RECORDS SUPPLIED
[Start of section]

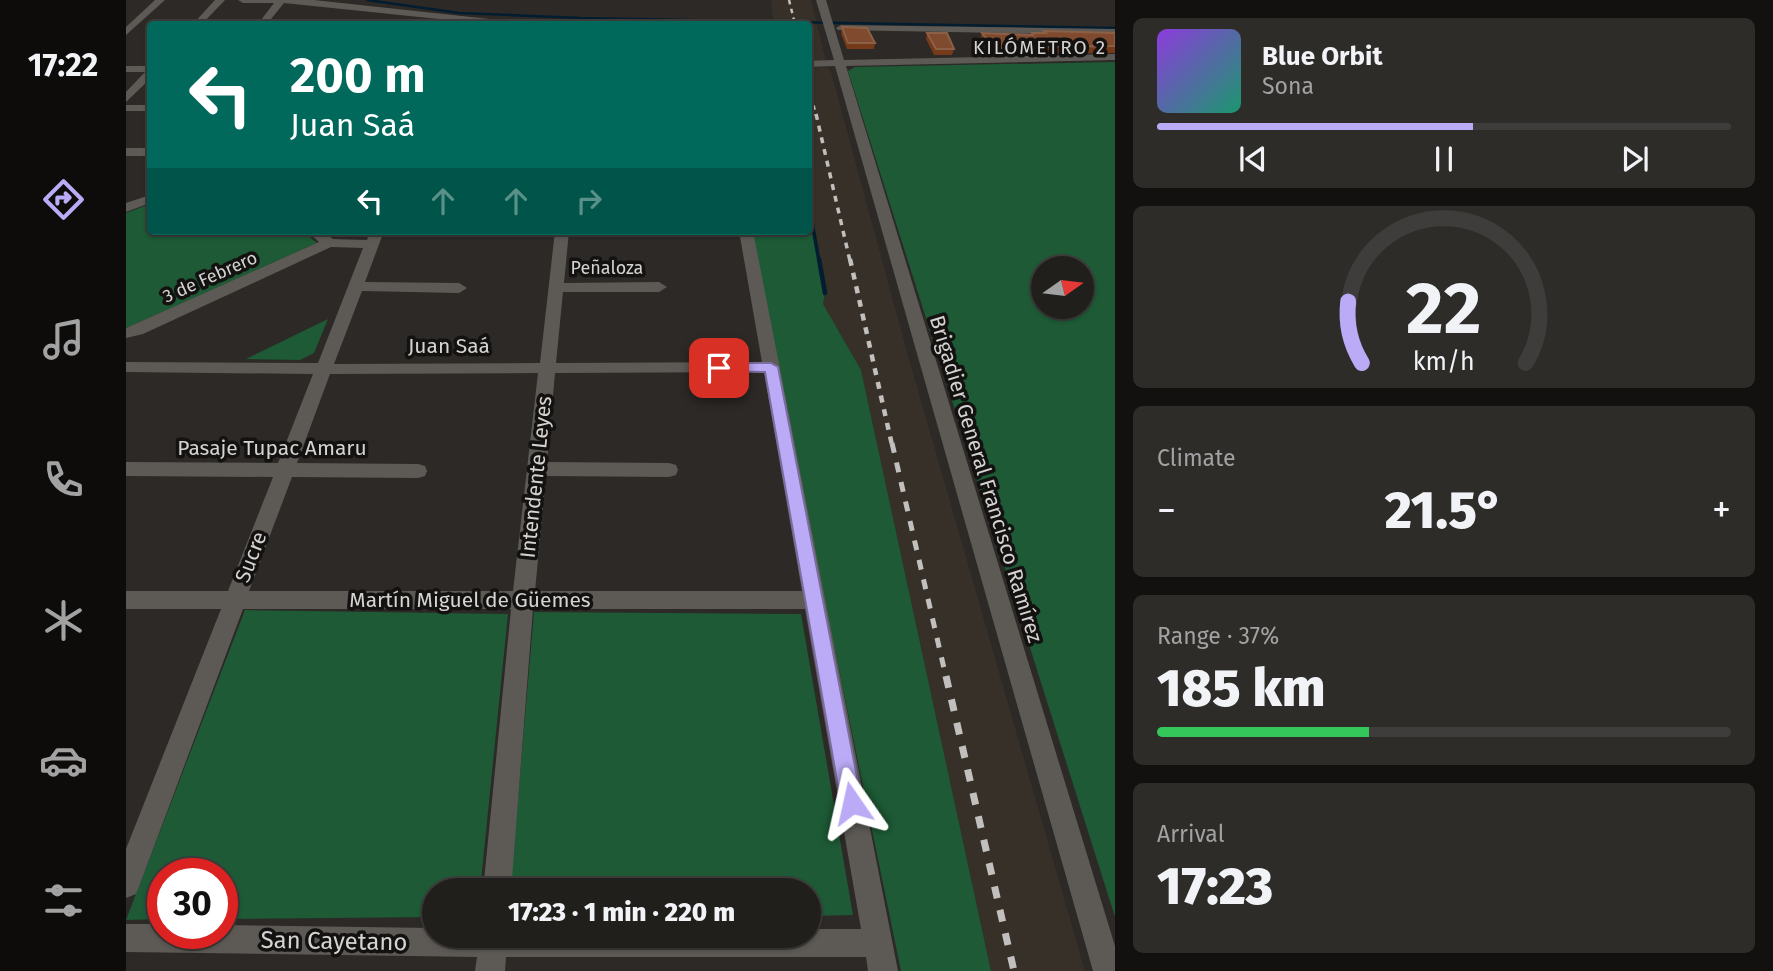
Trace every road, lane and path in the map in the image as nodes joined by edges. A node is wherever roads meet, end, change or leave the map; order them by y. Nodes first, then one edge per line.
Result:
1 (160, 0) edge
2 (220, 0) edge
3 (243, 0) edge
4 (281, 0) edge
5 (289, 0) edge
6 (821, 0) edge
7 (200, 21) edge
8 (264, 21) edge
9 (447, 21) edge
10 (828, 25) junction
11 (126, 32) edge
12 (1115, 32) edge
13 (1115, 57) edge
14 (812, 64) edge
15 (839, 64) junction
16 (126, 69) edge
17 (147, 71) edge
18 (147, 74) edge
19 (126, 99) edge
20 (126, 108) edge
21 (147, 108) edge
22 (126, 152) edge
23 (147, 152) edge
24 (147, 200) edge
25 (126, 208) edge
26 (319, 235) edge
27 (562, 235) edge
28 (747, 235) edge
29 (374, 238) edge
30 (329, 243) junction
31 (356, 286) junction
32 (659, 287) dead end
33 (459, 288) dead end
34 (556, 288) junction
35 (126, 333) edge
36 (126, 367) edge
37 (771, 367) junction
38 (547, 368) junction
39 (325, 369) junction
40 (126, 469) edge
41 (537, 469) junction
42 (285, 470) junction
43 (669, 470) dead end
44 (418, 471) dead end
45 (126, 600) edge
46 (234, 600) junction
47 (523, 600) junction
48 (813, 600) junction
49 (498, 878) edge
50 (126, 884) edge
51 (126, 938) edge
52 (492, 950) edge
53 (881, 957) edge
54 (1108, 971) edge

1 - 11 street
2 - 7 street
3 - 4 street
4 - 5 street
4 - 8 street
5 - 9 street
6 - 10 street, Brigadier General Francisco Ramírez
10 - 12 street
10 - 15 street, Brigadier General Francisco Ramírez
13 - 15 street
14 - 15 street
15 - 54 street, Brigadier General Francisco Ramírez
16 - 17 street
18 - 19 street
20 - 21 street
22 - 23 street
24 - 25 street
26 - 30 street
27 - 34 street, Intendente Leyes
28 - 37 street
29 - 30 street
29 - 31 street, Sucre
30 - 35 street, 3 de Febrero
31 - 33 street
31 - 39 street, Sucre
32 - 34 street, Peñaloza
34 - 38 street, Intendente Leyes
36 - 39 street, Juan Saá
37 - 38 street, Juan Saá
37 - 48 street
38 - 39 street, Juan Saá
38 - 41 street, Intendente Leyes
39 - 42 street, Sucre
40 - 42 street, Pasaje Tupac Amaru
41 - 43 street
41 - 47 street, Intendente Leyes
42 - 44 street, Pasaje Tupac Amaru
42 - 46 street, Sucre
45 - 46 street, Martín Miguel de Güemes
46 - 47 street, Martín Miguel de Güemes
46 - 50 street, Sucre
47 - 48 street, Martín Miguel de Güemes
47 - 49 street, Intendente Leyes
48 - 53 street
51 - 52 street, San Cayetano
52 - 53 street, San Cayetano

[End of section]
[Start of section]

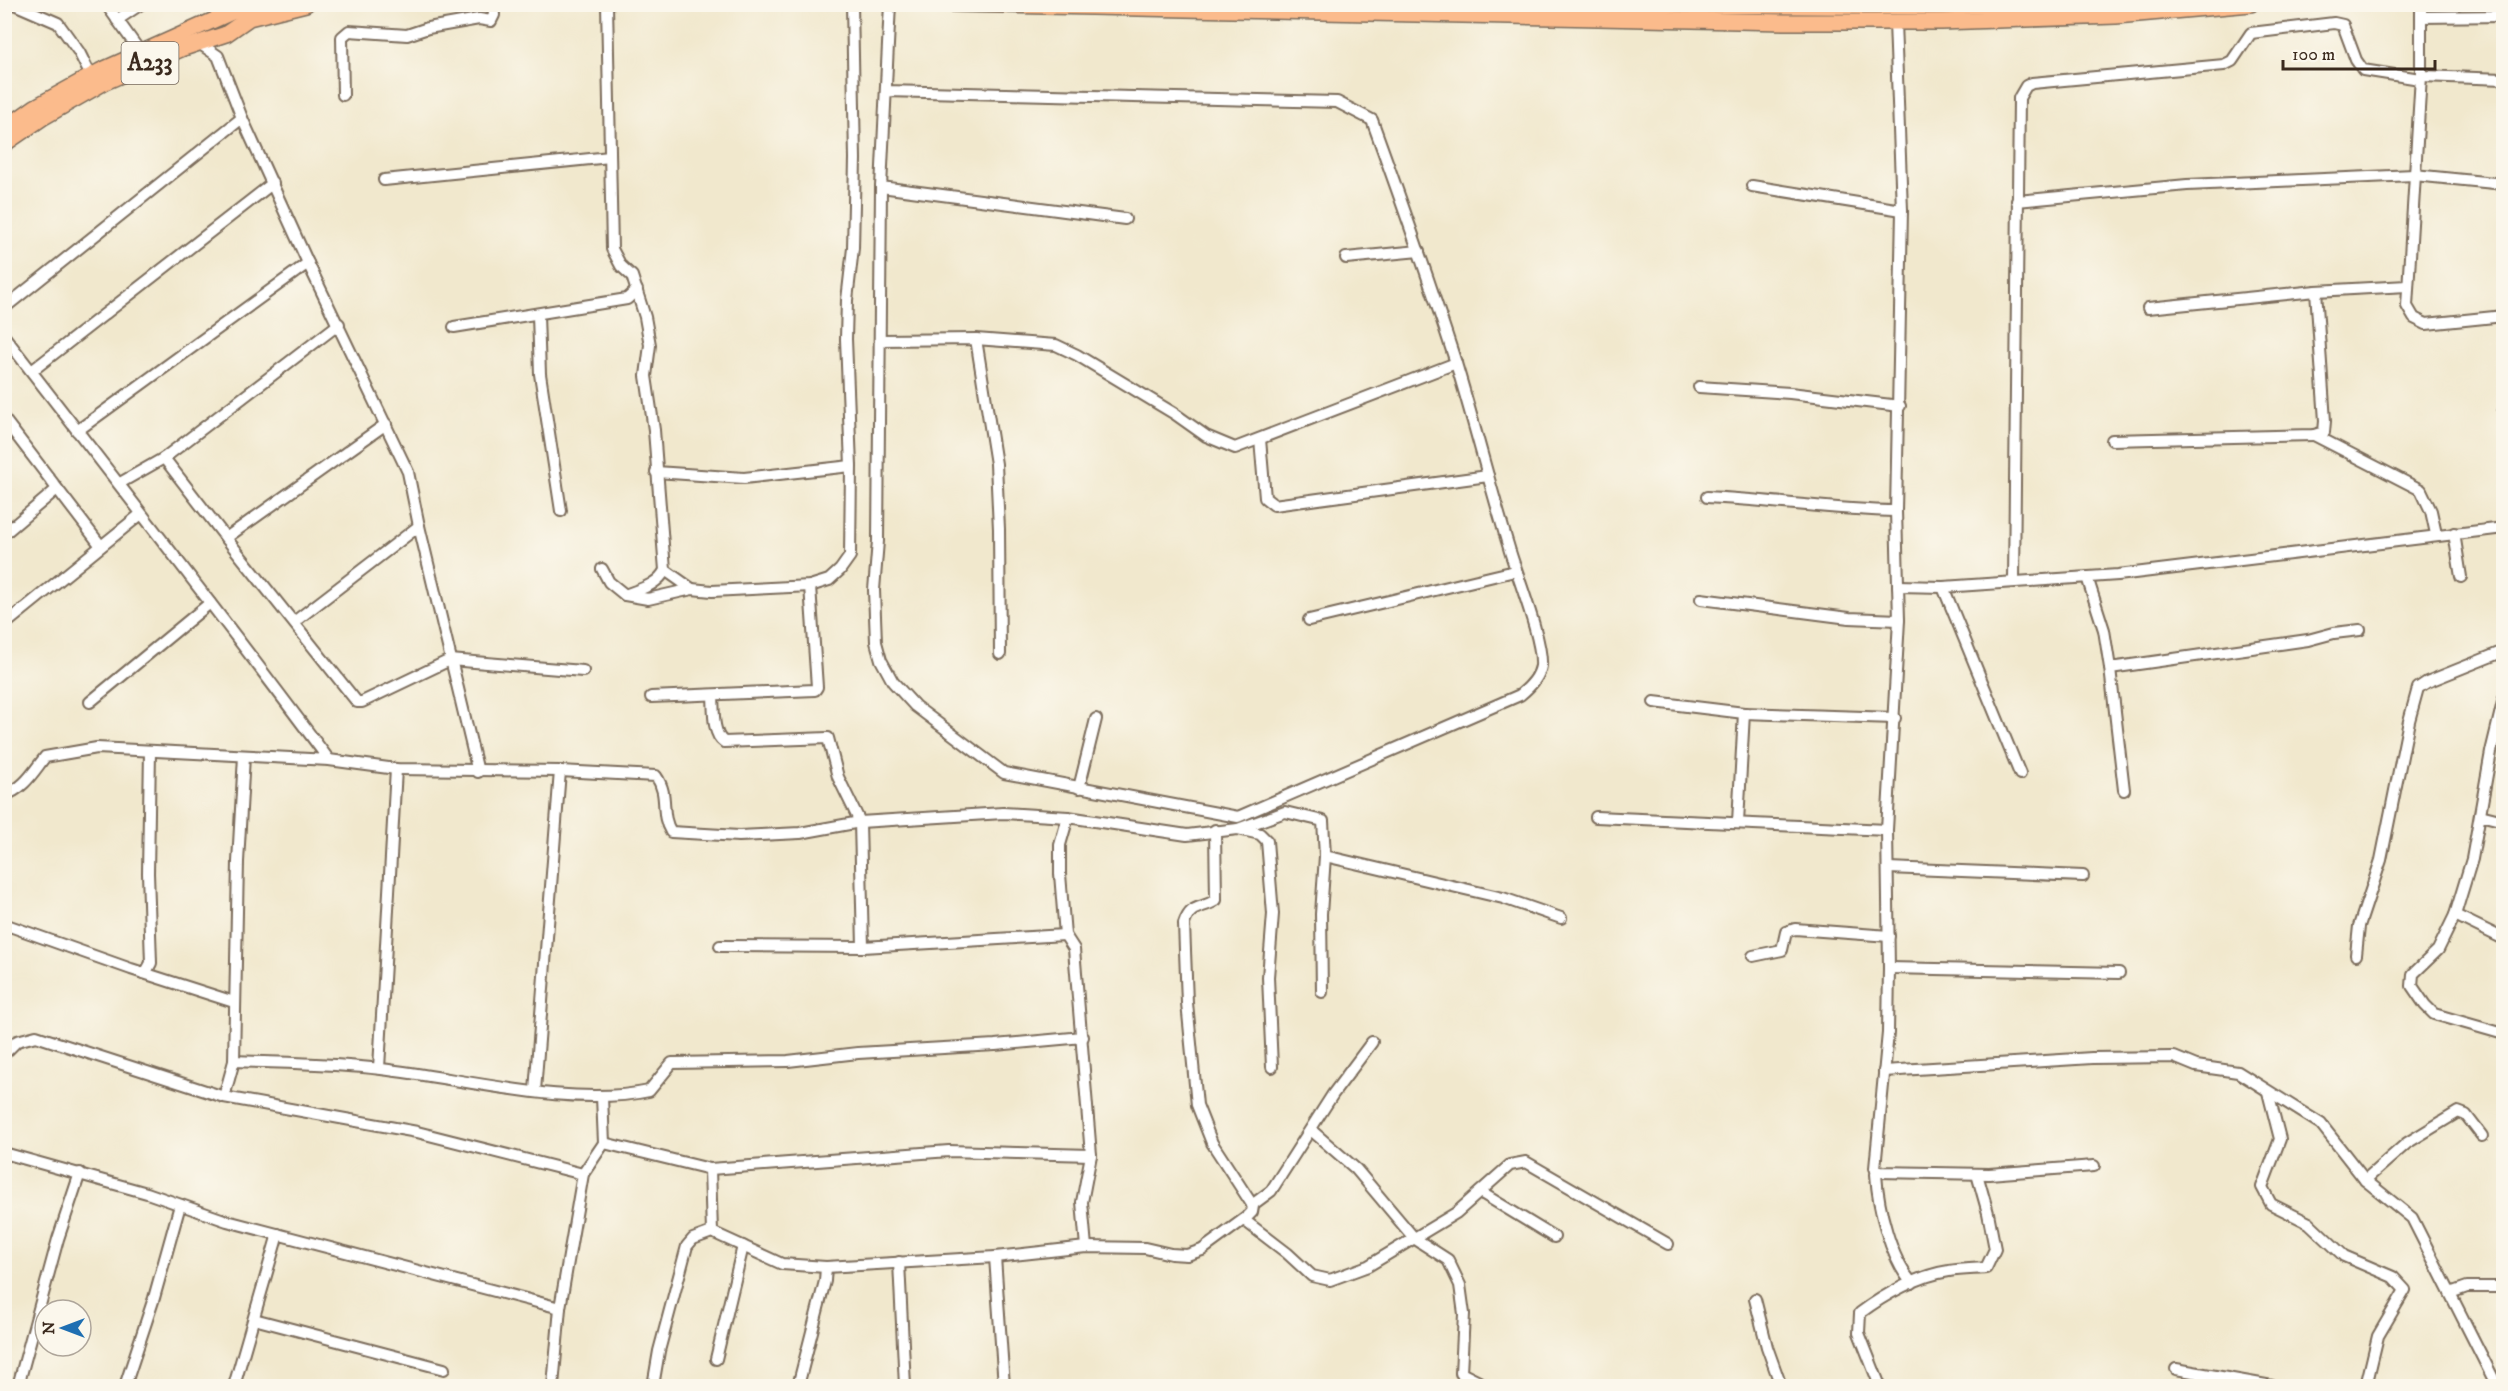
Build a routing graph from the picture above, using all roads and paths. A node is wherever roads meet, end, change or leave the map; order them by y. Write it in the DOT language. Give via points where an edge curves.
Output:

[End of section]
[Start of section]

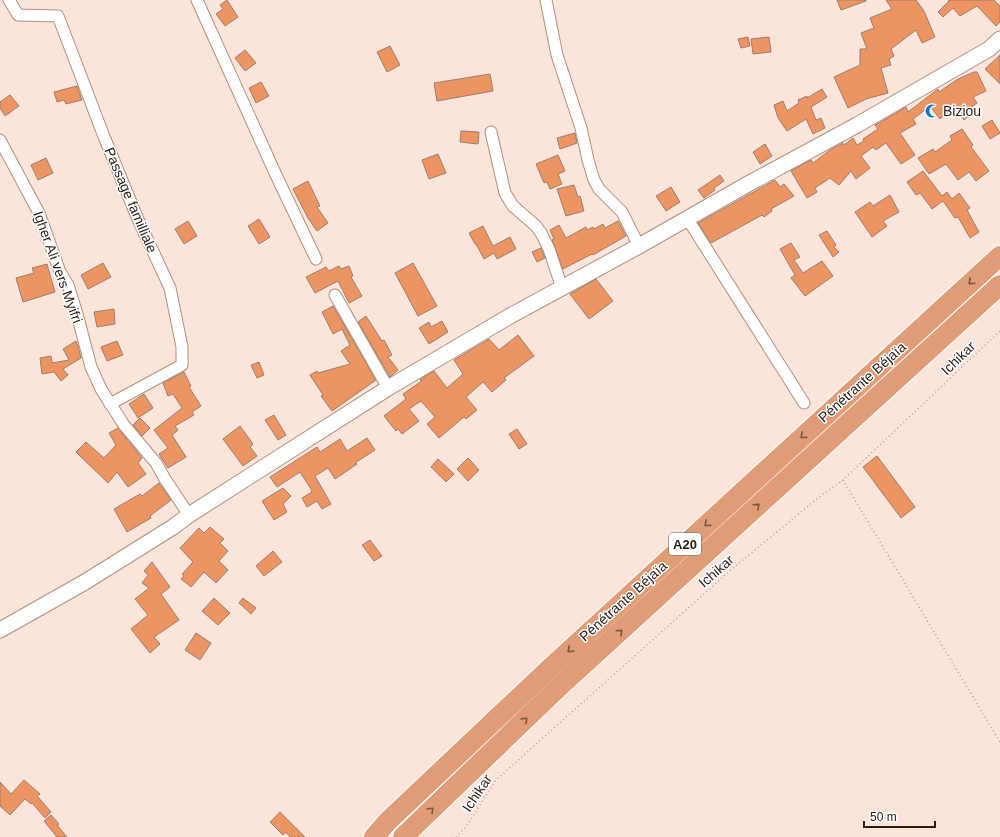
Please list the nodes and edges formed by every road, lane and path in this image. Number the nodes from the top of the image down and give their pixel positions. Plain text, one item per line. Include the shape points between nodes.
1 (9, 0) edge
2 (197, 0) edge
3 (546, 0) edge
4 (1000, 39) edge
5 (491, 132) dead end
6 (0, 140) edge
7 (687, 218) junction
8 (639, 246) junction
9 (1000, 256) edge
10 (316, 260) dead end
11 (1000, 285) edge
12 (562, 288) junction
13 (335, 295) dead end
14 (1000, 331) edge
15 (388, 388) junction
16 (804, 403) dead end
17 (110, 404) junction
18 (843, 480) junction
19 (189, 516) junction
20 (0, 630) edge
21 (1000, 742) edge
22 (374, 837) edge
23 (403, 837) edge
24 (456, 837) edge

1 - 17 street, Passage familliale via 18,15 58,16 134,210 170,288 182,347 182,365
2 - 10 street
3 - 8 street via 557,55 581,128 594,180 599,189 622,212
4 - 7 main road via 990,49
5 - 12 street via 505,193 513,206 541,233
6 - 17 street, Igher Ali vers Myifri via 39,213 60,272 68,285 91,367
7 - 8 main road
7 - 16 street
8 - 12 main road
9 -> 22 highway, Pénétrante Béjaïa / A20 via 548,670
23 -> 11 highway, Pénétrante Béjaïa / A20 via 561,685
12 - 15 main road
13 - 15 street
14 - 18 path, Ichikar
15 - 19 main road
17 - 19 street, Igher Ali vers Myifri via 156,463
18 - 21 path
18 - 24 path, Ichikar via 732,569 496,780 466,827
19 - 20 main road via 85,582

[End of section]

EXERCISE INSTRUCTIONS
Using the records above, filter out every line that lacks the string "them" and copy the rest.

EXERCISE RESPONSE
Trace every road, lane and path in the map in the image as nodes joined by edges. A node is wherever roads meet, end, change or leave the map; order them by y. Nodes first, then one edge per line.
Build a routing graph from the picture above, using all roads and paths. A node is wherever roads meet, end, change or leave the map; order them by y. Write it in the DOT language. Give via points where an edge curves.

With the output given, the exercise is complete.